## EXERCISE
Using the string "SETIEMBRE" as the key, pull each matching line out of the records below.

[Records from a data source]
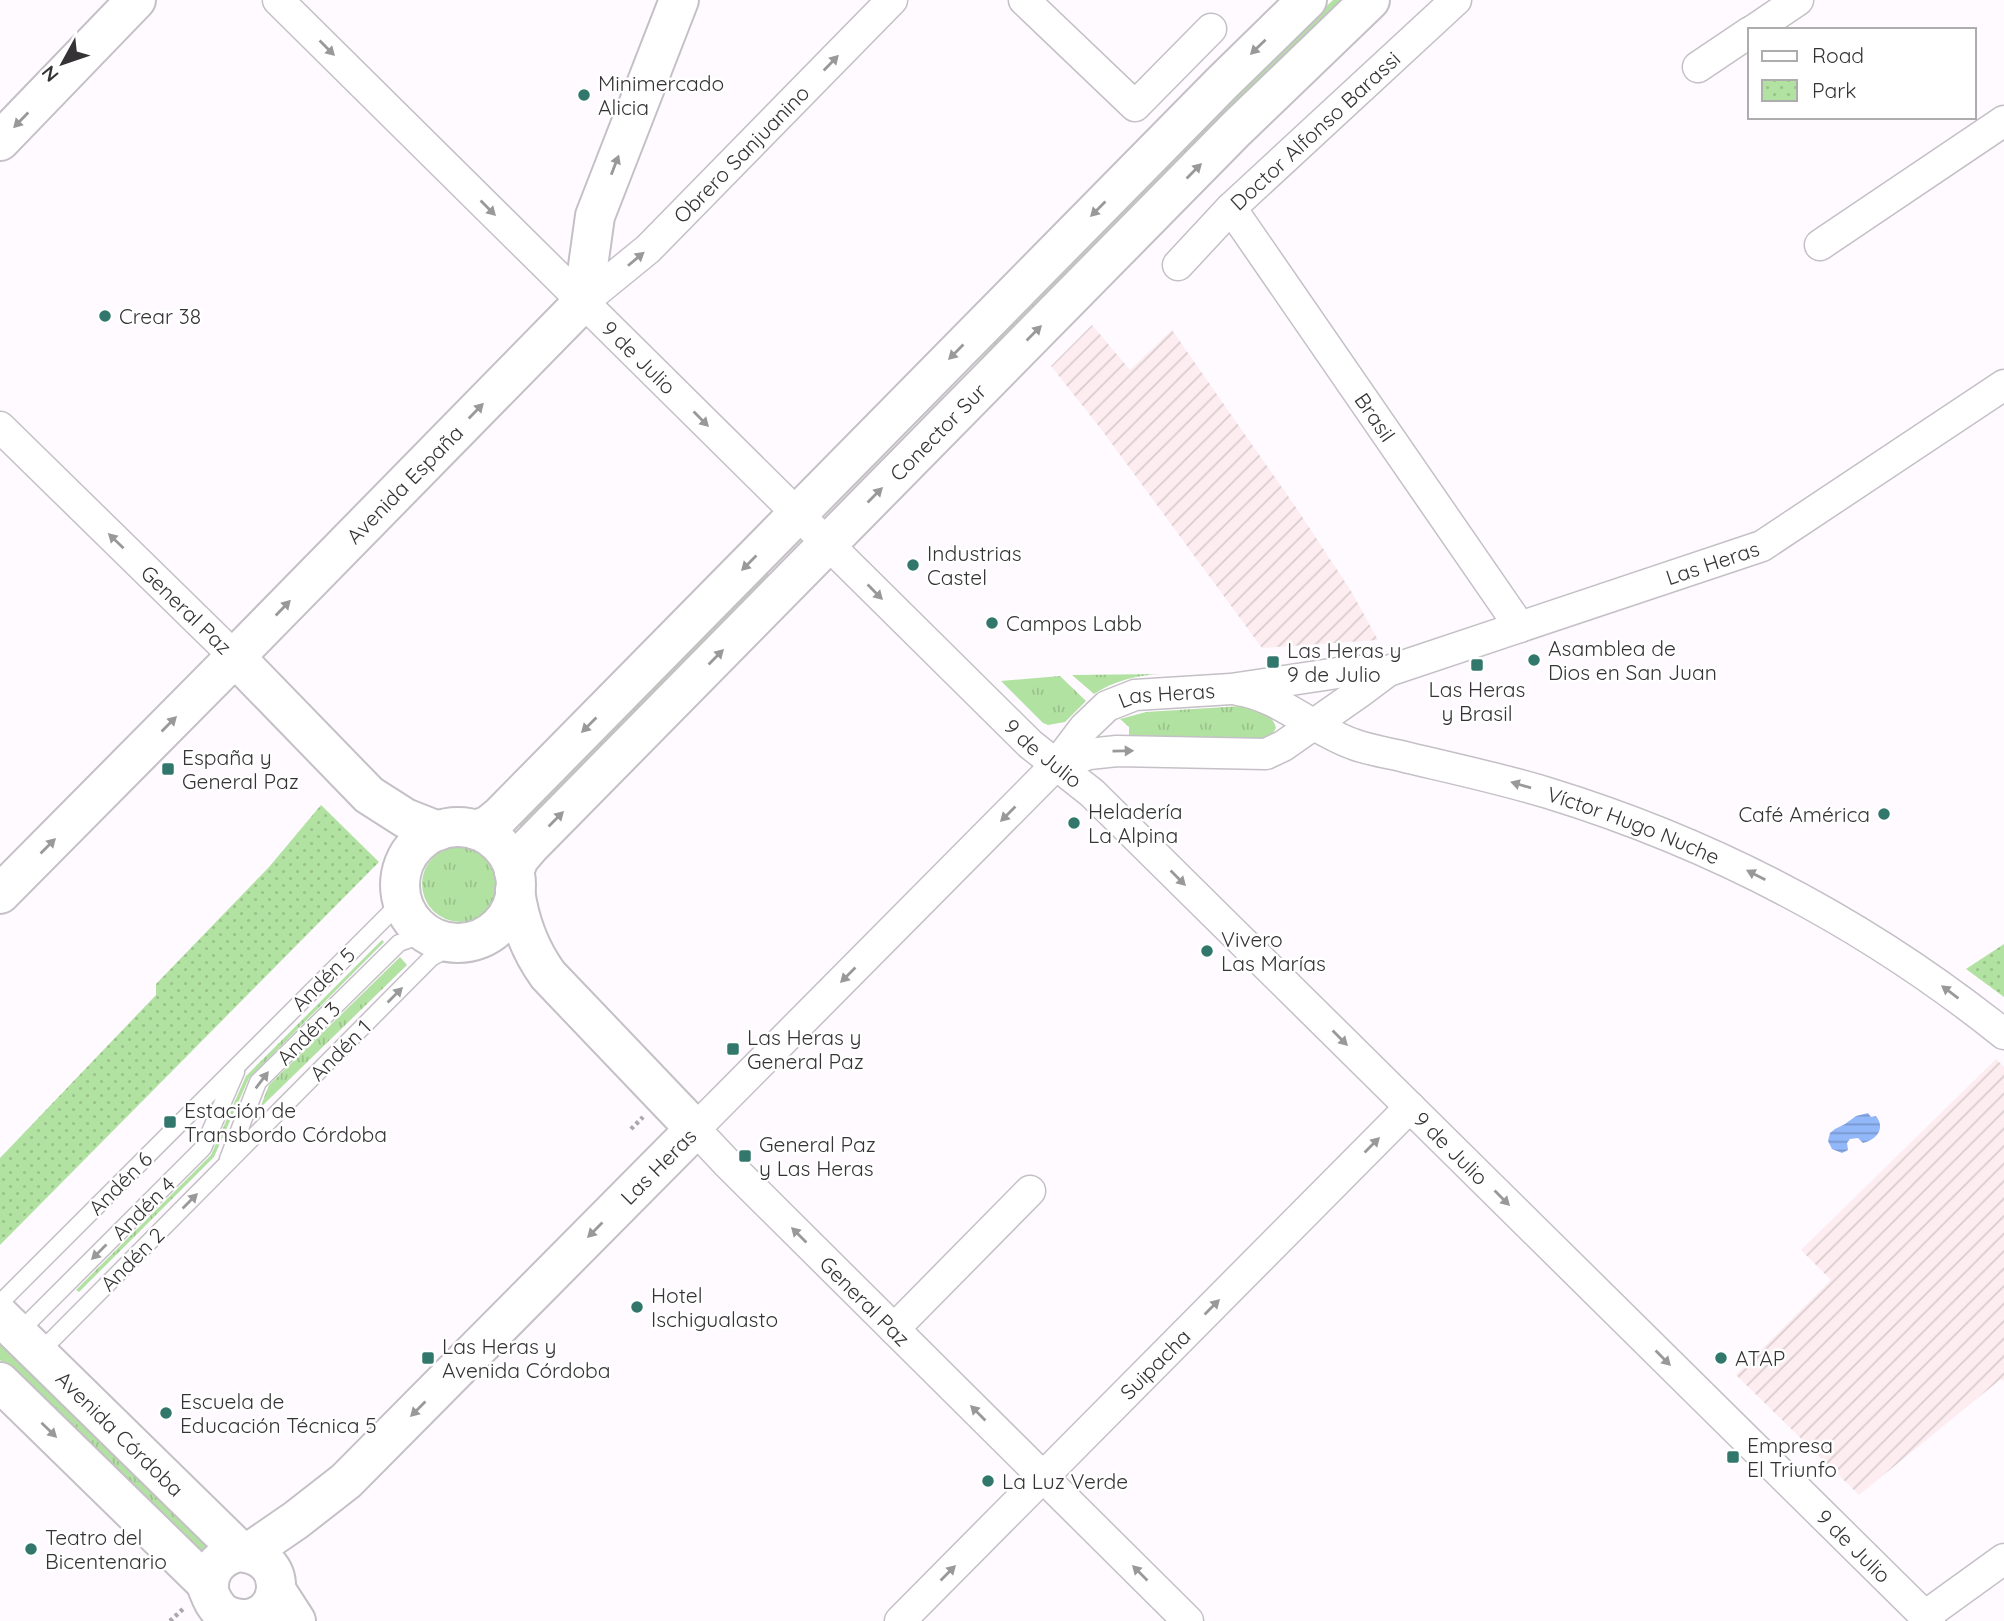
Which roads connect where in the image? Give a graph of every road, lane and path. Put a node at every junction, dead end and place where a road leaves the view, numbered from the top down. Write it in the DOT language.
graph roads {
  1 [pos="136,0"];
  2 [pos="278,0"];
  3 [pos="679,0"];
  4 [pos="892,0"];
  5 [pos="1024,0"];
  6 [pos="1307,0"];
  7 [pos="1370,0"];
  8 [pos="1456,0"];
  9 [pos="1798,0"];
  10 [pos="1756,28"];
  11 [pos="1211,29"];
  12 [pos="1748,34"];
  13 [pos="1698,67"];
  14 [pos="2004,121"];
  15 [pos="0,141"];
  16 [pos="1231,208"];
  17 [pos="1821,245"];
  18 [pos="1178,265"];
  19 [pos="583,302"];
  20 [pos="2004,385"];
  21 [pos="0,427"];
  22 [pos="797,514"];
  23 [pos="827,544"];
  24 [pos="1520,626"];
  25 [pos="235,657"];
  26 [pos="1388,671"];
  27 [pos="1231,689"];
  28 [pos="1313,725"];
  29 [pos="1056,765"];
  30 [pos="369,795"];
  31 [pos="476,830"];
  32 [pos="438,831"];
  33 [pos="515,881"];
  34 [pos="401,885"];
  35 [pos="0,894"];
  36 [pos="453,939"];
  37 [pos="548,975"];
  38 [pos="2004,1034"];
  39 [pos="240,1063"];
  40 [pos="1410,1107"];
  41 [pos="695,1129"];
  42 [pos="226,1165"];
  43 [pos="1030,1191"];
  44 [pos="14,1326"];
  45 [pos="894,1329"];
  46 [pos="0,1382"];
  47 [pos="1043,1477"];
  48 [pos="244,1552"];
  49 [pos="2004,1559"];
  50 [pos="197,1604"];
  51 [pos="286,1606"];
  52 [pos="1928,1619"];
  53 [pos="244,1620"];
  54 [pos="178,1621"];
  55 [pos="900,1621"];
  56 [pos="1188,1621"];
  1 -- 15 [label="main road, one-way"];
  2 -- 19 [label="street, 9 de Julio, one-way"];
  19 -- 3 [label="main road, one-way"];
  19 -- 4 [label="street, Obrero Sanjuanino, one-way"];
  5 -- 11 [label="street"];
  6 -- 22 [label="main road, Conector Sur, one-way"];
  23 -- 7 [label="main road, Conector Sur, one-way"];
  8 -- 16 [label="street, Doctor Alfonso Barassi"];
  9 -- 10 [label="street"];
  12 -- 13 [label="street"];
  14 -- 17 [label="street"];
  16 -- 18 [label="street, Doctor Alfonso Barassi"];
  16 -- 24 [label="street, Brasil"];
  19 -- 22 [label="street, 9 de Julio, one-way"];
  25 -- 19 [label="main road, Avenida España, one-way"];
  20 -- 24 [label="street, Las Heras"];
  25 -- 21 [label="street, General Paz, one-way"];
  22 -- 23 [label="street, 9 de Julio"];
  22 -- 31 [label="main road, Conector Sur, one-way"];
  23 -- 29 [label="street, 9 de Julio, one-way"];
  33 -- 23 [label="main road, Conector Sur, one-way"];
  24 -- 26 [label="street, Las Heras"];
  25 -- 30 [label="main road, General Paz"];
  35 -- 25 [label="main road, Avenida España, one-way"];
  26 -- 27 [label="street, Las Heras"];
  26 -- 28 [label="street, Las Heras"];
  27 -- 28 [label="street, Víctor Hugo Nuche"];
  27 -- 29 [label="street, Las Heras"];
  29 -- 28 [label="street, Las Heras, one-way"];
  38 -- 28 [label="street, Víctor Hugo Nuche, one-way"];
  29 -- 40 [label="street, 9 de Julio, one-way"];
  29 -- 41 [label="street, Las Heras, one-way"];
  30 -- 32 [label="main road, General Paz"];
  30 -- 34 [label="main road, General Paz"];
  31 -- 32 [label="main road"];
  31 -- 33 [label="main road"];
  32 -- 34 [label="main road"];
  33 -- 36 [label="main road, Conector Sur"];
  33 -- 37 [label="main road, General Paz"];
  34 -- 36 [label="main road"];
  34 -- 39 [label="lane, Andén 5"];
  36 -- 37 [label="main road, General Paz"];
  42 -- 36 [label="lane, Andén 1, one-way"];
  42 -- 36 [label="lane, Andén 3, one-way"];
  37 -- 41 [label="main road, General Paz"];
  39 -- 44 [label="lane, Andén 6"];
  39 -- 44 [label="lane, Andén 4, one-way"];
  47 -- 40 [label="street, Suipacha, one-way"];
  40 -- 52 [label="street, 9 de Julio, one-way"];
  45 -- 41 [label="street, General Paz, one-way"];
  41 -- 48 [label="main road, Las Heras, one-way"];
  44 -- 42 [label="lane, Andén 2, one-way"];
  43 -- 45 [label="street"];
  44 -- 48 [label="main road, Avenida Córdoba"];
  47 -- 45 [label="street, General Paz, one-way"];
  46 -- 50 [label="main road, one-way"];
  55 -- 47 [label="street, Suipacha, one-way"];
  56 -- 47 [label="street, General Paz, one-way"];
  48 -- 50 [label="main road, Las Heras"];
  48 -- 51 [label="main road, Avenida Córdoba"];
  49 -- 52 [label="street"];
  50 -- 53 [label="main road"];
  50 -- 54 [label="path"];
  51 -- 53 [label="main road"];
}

==

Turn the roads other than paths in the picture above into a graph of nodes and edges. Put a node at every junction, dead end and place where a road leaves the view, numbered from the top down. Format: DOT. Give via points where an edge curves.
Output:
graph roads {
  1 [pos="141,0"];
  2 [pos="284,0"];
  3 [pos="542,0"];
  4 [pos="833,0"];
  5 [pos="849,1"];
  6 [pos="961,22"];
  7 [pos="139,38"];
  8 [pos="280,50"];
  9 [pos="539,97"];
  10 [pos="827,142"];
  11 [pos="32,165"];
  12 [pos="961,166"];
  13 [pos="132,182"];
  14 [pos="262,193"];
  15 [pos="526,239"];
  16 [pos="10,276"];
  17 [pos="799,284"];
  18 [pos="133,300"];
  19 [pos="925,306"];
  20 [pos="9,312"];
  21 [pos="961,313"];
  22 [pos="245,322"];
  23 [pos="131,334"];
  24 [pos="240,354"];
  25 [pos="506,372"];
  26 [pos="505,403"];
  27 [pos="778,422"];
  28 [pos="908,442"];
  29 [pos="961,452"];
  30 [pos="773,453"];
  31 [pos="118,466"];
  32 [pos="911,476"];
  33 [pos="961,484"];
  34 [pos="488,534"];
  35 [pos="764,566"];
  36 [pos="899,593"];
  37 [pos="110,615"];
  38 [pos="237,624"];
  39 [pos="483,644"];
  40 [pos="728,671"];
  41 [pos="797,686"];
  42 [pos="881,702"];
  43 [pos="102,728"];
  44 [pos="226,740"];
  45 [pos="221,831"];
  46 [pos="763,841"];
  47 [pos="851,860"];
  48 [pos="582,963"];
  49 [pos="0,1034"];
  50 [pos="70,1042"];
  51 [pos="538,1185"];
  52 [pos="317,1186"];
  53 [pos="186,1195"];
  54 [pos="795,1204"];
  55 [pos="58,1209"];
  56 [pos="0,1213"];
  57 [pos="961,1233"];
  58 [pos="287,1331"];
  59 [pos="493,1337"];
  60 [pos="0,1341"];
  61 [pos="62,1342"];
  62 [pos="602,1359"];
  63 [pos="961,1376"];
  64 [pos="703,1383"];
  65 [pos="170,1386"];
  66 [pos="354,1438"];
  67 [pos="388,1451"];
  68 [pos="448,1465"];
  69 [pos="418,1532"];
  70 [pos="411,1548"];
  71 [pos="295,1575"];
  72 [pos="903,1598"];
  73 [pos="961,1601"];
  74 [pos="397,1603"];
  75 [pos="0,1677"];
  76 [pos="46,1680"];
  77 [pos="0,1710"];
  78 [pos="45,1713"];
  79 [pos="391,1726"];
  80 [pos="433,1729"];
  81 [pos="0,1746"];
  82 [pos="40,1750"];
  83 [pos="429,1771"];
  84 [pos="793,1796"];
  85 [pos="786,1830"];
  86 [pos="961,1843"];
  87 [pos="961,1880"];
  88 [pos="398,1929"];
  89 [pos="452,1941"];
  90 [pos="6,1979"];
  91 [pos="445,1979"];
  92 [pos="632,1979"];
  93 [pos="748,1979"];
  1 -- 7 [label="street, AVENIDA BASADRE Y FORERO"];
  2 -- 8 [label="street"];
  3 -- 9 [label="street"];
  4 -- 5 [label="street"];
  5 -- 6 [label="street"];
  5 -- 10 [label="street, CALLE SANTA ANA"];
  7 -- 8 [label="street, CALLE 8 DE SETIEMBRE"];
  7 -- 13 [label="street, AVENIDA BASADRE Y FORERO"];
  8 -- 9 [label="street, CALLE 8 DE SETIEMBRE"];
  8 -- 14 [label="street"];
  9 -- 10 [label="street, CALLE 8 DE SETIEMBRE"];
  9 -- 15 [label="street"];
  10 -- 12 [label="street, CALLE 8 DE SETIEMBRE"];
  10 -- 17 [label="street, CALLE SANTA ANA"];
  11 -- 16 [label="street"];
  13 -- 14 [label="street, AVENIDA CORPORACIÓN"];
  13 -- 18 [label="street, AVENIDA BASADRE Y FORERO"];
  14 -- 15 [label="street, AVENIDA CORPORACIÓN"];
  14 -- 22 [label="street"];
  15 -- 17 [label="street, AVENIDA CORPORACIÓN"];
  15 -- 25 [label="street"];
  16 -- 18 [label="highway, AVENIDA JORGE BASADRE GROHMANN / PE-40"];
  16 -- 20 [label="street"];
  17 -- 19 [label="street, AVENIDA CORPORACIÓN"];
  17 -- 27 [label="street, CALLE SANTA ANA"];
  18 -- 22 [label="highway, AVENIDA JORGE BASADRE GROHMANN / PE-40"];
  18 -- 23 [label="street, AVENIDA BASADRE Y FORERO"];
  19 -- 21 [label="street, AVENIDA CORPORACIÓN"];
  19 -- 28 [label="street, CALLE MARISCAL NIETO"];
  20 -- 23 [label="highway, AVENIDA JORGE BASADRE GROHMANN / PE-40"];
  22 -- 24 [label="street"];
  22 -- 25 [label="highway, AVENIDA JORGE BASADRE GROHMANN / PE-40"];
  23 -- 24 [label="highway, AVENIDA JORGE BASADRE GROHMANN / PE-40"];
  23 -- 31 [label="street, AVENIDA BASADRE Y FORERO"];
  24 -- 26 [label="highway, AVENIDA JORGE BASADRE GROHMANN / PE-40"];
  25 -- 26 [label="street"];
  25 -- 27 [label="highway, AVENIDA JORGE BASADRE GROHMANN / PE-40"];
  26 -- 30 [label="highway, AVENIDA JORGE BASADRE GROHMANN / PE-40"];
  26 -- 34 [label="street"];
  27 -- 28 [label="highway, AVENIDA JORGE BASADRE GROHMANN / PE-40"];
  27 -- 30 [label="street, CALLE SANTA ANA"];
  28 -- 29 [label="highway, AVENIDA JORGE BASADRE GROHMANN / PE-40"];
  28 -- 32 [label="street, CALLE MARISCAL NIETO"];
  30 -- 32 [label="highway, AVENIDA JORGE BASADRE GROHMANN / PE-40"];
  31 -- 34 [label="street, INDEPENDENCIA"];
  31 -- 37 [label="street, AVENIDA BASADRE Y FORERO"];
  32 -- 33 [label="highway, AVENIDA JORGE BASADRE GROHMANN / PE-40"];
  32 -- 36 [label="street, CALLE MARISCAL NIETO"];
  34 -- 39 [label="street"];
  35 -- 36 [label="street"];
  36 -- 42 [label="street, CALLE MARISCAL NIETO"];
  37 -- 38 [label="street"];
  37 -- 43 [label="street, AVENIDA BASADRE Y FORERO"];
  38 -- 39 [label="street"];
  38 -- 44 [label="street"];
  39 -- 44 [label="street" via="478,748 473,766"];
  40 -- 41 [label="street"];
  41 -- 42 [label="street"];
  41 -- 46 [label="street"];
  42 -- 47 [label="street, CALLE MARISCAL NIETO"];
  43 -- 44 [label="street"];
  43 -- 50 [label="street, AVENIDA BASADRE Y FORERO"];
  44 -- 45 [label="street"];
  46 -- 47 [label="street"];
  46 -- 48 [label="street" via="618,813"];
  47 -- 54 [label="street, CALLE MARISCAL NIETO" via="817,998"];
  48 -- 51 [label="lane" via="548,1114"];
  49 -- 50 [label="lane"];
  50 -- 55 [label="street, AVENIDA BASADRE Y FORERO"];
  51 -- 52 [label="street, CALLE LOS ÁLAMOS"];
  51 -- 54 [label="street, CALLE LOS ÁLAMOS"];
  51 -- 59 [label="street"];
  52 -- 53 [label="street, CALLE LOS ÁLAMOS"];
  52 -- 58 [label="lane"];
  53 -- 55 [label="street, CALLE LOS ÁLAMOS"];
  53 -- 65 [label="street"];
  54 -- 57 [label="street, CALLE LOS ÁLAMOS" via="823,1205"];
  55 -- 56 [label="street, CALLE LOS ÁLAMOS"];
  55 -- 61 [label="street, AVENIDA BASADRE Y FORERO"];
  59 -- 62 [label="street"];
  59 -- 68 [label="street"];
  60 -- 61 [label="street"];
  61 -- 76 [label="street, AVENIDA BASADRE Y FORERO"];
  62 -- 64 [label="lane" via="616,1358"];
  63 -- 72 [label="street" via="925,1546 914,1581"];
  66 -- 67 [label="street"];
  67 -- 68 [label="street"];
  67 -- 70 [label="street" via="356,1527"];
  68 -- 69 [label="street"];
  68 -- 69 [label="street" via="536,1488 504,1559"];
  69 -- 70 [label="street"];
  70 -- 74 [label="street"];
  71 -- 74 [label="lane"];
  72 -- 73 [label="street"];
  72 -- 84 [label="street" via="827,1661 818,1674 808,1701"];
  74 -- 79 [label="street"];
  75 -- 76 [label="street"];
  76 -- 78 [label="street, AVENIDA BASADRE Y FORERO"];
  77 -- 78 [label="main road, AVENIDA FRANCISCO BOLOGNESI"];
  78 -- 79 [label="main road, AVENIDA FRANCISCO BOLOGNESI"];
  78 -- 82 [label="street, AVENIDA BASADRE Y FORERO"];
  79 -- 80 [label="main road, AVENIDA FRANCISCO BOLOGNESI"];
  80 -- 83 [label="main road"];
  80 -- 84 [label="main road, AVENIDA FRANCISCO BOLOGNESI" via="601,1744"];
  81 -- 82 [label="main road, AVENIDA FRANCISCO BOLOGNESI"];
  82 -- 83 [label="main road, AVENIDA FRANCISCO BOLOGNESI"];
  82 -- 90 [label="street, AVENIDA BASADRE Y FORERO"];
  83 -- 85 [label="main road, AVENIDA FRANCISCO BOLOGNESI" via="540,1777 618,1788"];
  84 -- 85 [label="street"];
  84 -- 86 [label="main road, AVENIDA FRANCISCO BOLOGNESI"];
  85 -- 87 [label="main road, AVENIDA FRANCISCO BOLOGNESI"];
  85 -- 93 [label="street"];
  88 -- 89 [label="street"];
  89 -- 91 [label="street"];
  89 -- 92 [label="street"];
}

## RESPONSE BELOW
  7 -- 8 [label="street, CALLE 8 DE SETIEMBRE"];
  8 -- 9 [label="street, CALLE 8 DE SETIEMBRE"];
  9 -- 10 [label="street, CALLE 8 DE SETIEMBRE"];
  10 -- 12 [label="street, CALLE 8 DE SETIEMBRE"];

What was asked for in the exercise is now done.